## [What you have to do]
An exact copy of every entry is the answer here, with no pictures.

▼

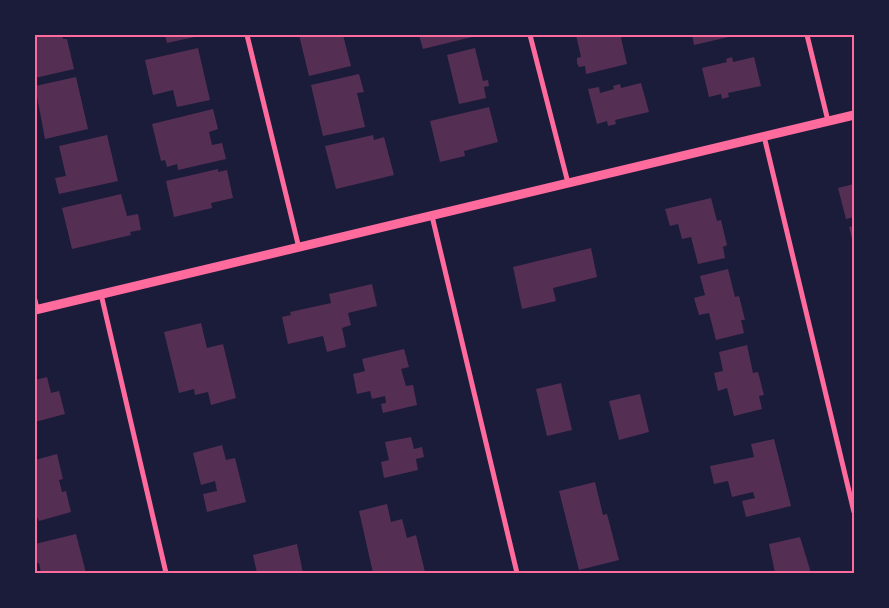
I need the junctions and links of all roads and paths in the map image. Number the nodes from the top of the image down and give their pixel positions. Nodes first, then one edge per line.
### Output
1 (247, 35) edge
2 (530, 35) edge
3 (807, 35) edge
4 (854, 115) edge
5 (828, 121) junction
6 (764, 136) junction
7 (568, 183) junction
8 (432, 216) junction
9 (299, 248) junction
10 (101, 294) junction
11 (35, 300) edge
12 (36, 310) edge
13 (854, 512) edge
14 (166, 573) edge
15 (516, 573) edge

1 - 9 street
2 - 7 street
3 - 5 street
4 - 5 street
5 - 6 street
6 - 7 street
6 - 13 street
7 - 8 street
8 - 9 street
8 - 15 street
9 - 10 street
10 - 12 street
10 - 14 street
11 - 12 street

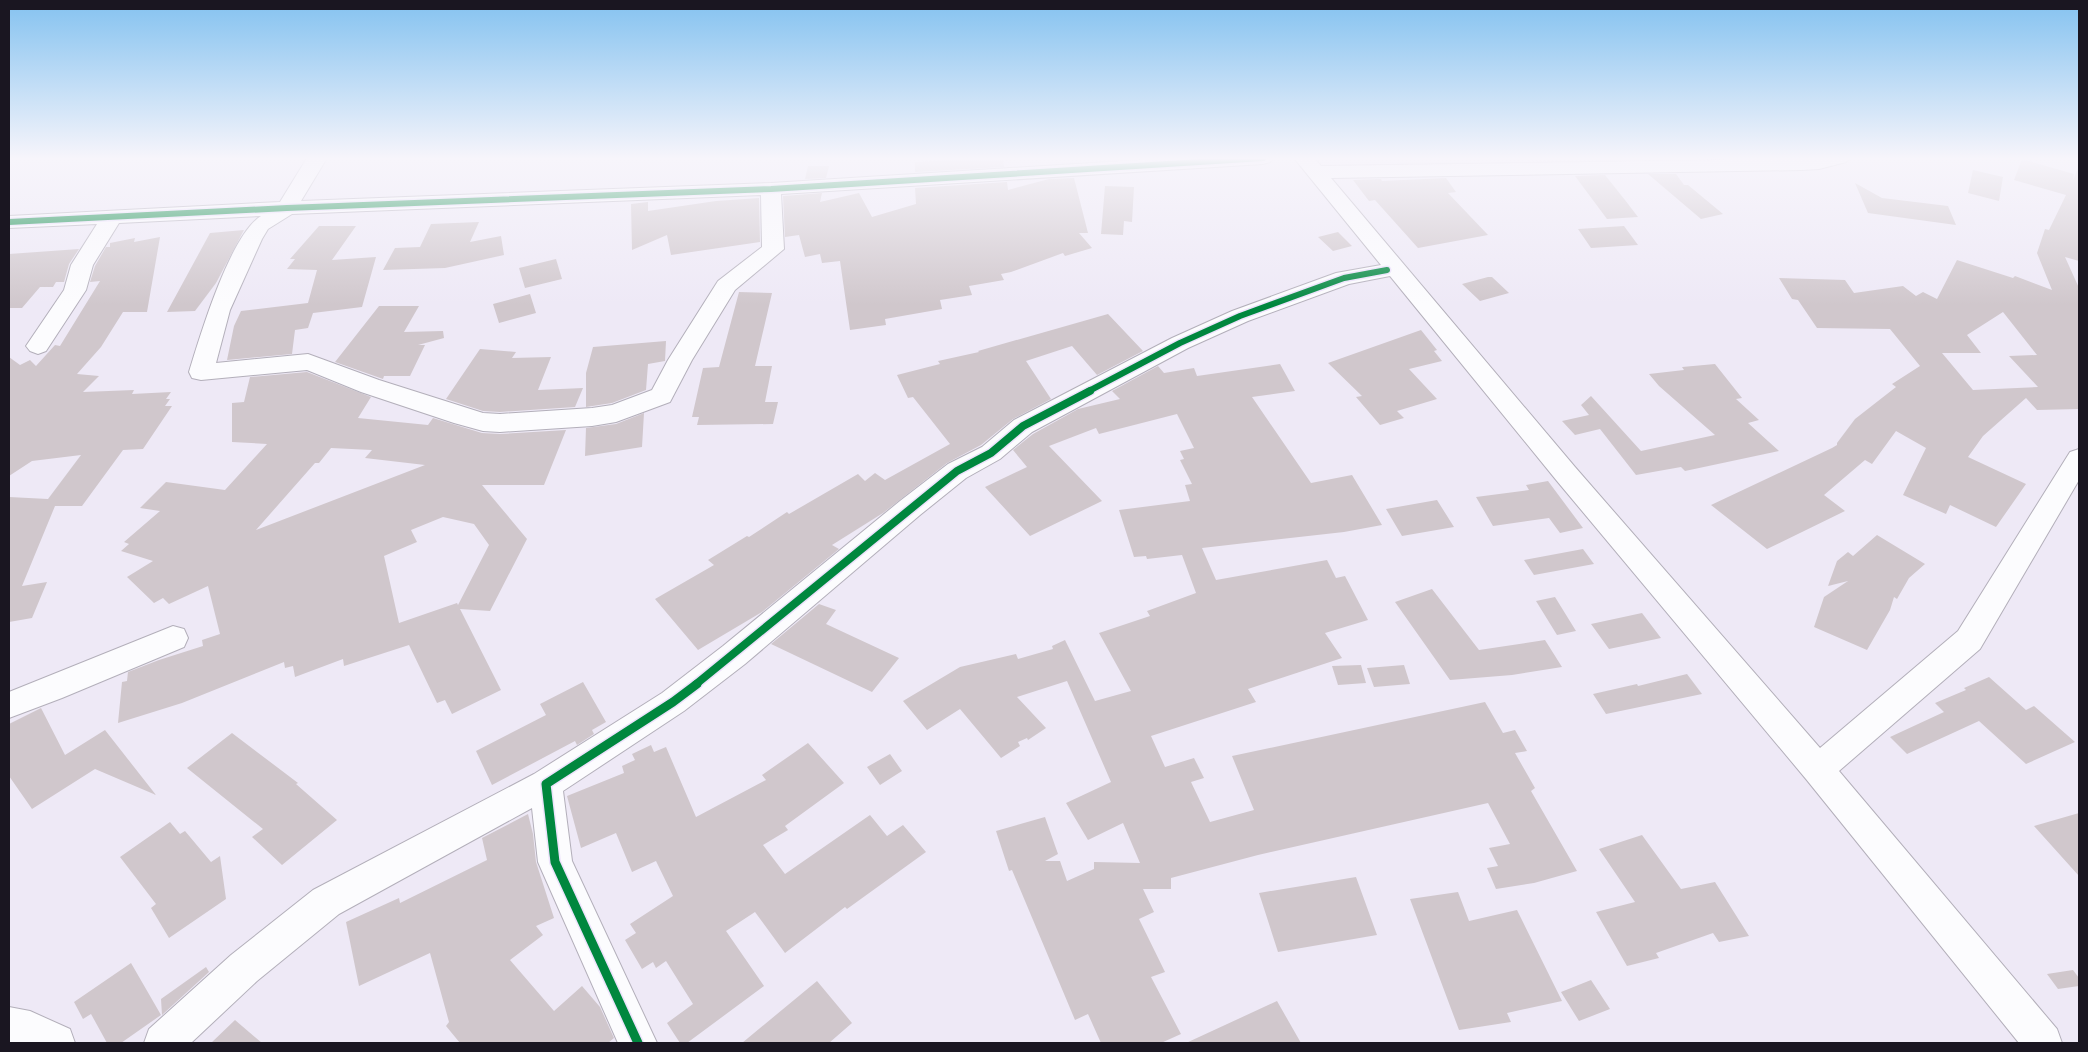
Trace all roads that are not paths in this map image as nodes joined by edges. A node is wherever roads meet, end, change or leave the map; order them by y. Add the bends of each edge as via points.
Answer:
1 (310, 207) edge
2 (772, 207) edge
3 (1329, 207) edge
4 (1345, 207) edge
5 (287, 208) junction
6 (112, 217) junction
7 (9, 222) edge
8 (1387, 270) junction
9 (38, 346) dead end
10 (2079, 458) edge
11 (173, 638) dead end
12 (9, 705) edge
13 (1818, 769) junction
14 (546, 784) junction
15 (9, 1026) edge
16 (56, 1043) edge
17 (164, 1043) edge
18 (638, 1043) edge
19 (2022, 1043) edge
20 (2043, 1043) edge

1 - 5 street
2 - 5 street via 773,249 726,286 661,396 616,413 500,423 463,417 308,362 201,372 219,310 250,239 260,225
3 - 8 street
4 - 13 street via 1572,481
5 - 6 street
6 - 7 street
6 - 9 street via 82,265 75,290
8 - 14 street via 1344,278 1240,316 1180,343 1023,426 992,453 957,471 910,508 673,702
8 - 19 street
10 - 13 street via 1969,640
11 - 12 street
13 - 20 street
14 - 17 street via 326,902 244,968
14 - 18 street via 555,862
15 - 16 street via 30,1030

▲

## [Response to the exercise]
I need the junctions and links of all roads and paths in the map image. Number the nodes from the top of the image down and give their pixel positions. Nodes first, then one edge per line.
### Output
1 (247, 35) edge
2 (530, 35) edge
3 (807, 35) edge
4 (854, 115) edge
5 (828, 121) junction
6 (764, 136) junction
7 (568, 183) junction
8 (432, 216) junction
9 (299, 248) junction
10 (101, 294) junction
11 (35, 300) edge
12 (36, 310) edge
13 (854, 512) edge
14 (166, 573) edge
15 (516, 573) edge

1 - 9 street
2 - 7 street
3 - 5 street
4 - 5 street
5 - 6 street
6 - 7 street
6 - 13 street
7 - 8 street
8 - 9 street
8 - 15 street
9 - 10 street
10 - 12 street
10 - 14 street
11 - 12 street

Trace all roads that are not paths in this map image as nodes joined by edges. A node is wherever roads meet, end, change or leave the map; order them by y. Add the bends of each edge as via points.
Answer:
1 (310, 207) edge
2 (772, 207) edge
3 (1329, 207) edge
4 (1345, 207) edge
5 (287, 208) junction
6 (112, 217) junction
7 (9, 222) edge
8 (1387, 270) junction
9 (38, 346) dead end
10 (2079, 458) edge
11 (173, 638) dead end
12 (9, 705) edge
13 (1818, 769) junction
14 (546, 784) junction
15 (9, 1026) edge
16 (56, 1043) edge
17 (164, 1043) edge
18 (638, 1043) edge
19 (2022, 1043) edge
20 (2043, 1043) edge

1 - 5 street
2 - 5 street via 773,249 726,286 661,396 616,413 500,423 463,417 308,362 201,372 219,310 250,239 260,225
3 - 8 street
4 - 13 street via 1572,481
5 - 6 street
6 - 7 street
6 - 9 street via 82,265 75,290
8 - 14 street via 1344,278 1240,316 1180,343 1023,426 992,453 957,471 910,508 673,702
8 - 19 street
10 - 13 street via 1969,640
11 - 12 street
13 - 20 street
14 - 17 street via 326,902 244,968
14 - 18 street via 555,862
15 - 16 street via 30,1030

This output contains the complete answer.